Athanasia terkejut dan langsung menggeleng. "Tidak, mana mungkin!"
Athanasia menundukkan kepalanya dan berkata dengan pelan, "Aku seperti pernah bertemu dengannya, tapi aku tidak ingat apa pun."
"Benarkah?!" seru Rhea dengan suara keras.
Athanasia memberi isyarat pada Rhea untuk diam dan berbisik, "Intinya, jangan bicara apa pun. Lagipula, aku sendiri tidak yakin."
Rhea mengangguk dan lonceng berbunyi lagi. Setelah mereka menaruh piring mereka di tempat penumpukan piring, mereka segera memasuki kelas seiring dengan murid-murid yang juga berlarian memasuki kelas mereka. Pelajaran mereka kembali dimulai dan Ms. Dee mulai berceloteh mengenai sejarah revolusi yang terjadi di Inggris. Suasana begitu terasa bosan dan membuat mata Athanasia terasa berat. Tidak hanya dirinya yang bosan, Rhea mulai menggambar di bukunya dan sesekali tertawa pelan. Saat Athanasia mulai menyandarkan tubuhnya di kursi, seseorang menepuk pelan pundaknya. Athanasia melirik sekilas dan melihat sepucuk surat yang diulurkan kepadanya.
"Baca," bisik Gilbert yang beradanya dengan pelan.
Athanasia menerima surat itu dengan bingung dan membukanya.
Perpustakaan, jam 2?
Athanasia mengernyit dan melirik ke arah Gilbert. Gilbert hanya tersenyum ke arahnya. Athanasia mengambil pulpen dan menulis sesuatu di sana.
Ok.
Setelah menulis dengan singkat seperti itu, ia memberikannya kepada Gilbert. Ia sendiri tidak tahu mengapa laki-laki itu ingin bertemu dengannya dan kenapa ia menyetujuinya. Ia hanya penasaran mengenai asal-usul laki-laki ini. Athanasia melirik ke arah Rhea, tapi Rhea masih sibuk dengan dunianya sendiri dan tidak menyadari apa pun. Sepanjang pelajaran itulah, Athanasia hanya diam dan tenggelam dalam pikirannya.
***
"Eh??" Rhea terkejut dan memberengut. "Kau tidak pulang denganku?"

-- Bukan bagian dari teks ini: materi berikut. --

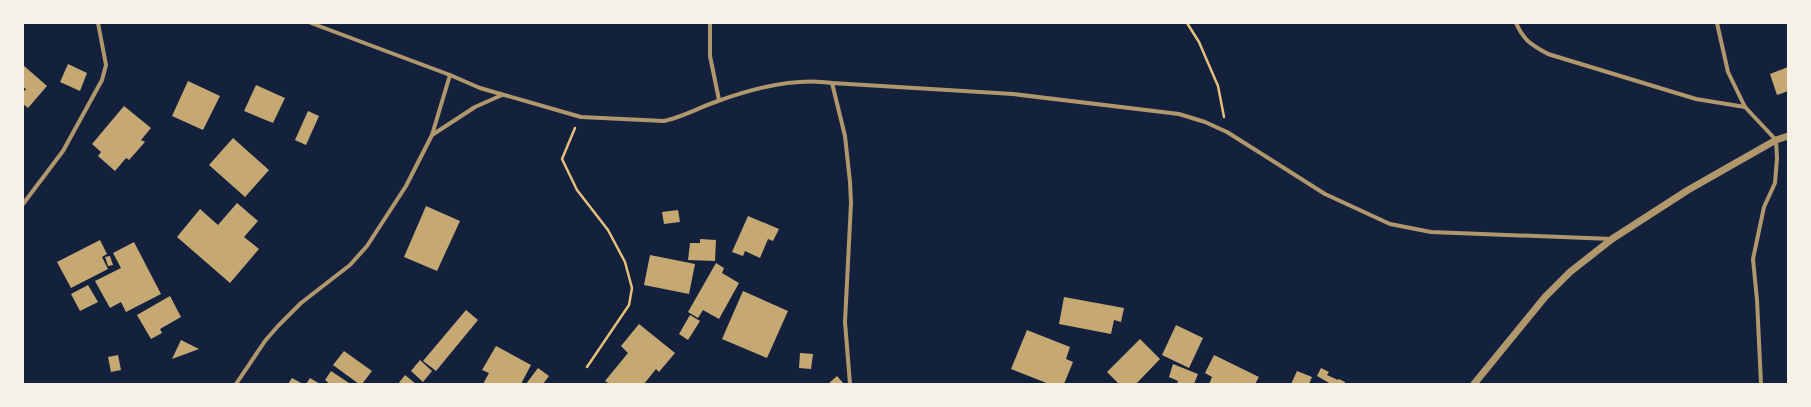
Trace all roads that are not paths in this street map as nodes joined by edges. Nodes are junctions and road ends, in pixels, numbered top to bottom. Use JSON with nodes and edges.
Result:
{"nodes":[{"id":1,"x":98,"y":23,"type":"edge"},
{"id":2,"x":311,"y":23,"type":"edge"},
{"id":3,"x":710,"y":23,"type":"edge"},
{"id":4,"x":1516,"y":23,"type":"edge"},
{"id":5,"x":1717,"y":23,"type":"edge"},
{"id":6,"x":450,"y":75,"type":"junction"},
{"id":7,"x":832,"y":83,"type":"junction"},
{"id":8,"x":502,"y":94,"type":"junction"},
{"id":9,"x":719,"y":100,"type":"junction"},
{"id":10,"x":1745,"y":108,"type":"junction"},
{"id":11,"x":432,"y":135,"type":"junction"},
{"id":12,"x":1788,"y":136,"type":"edge"},
{"id":13,"x":1776,"y":140,"type":"junction"},
{"id":14,"x":23,"y":204,"type":"edge"},
{"id":15,"x":1612,"y":239,"type":"junction"},
{"id":16,"x":236,"y":384,"type":"edge"},
{"id":17,"x":850,"y":384,"type":"edge"},
{"id":18,"x":1474,"y":384,"type":"edge"},
{"id":19,"x":1761,"y":384,"type":"edge"}],
"edges":[{"from":1,"to":14,"type":"street"},
{"from":2,"to":6,"type":"street"},
{"from":3,"to":9,"type":"street"},
{"from":4,"to":10,"type":"street"},
{"from":5,"to":10,"type":"street"},
{"from":6,"to":8,"type":"street"},
{"from":6,"to":11,"type":"street"},
{"from":7,"to":9,"type":"street"},
{"from":7,"to":15,"type":"street"},
{"from":7,"to":17,"type":"street"},
{"from":8,"to":9,"type":"street"},
{"from":8,"to":11,"type":"street"},
{"from":10,"to":13,"type":"street"},
{"from":11,"to":16,"type":"street"},
{"from":12,"to":13,"type":"street"},
{"from":13,"to":15,"type":"street"},
{"from":13,"to":19,"type":"street"},
{"from":15,"to":18,"type":"street"}]}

Athanasia menggeleng pelan dan berkata dengan pelan. "Aku ingin bertemu seseorang terlebih dahulu."
Rhea memiringkan kepalanya. "Siapa?"
"Seseorang..." suara Athanasia terdengar pelan dan ragu.
"Siapa orangnya?" Rhea mulai menyilangkan kedua tangannya, dia mulai keras kepala. "Aku tidak akan pergi sampai kau memberitahuku siapa orangnya."
Athanasia menghela nafas dan menjawabnya, "Gilbert."
Rhea terlihat terkejut dan tidak bergerak sesaat. "Gilbert?"
Athanasia mengangguk dan menggigit bibirnya. Ia melirik ke arah jam yang tergantung di atas papan tulis. Hampir jam 2. Lonceng sudah berbunyi dari 10 menit yang lalu. Hari ini mereka pulang lebih awal dari jadwal biasanya, karena LNHS akan mempersiapkan festival musim gugur di lapangan belakang.
"Baiklah kalau begitu," Rhea mengambil tasnya dan meletakkan tangannya di pundak Athanasia. "Berjuanglah!"
Dengan begitu, Rhea segera berlalu menuju pintu kelas, tapi ia berhenti. Rhea berbalik, tersenyum lebar, dan melambai ke arahnya.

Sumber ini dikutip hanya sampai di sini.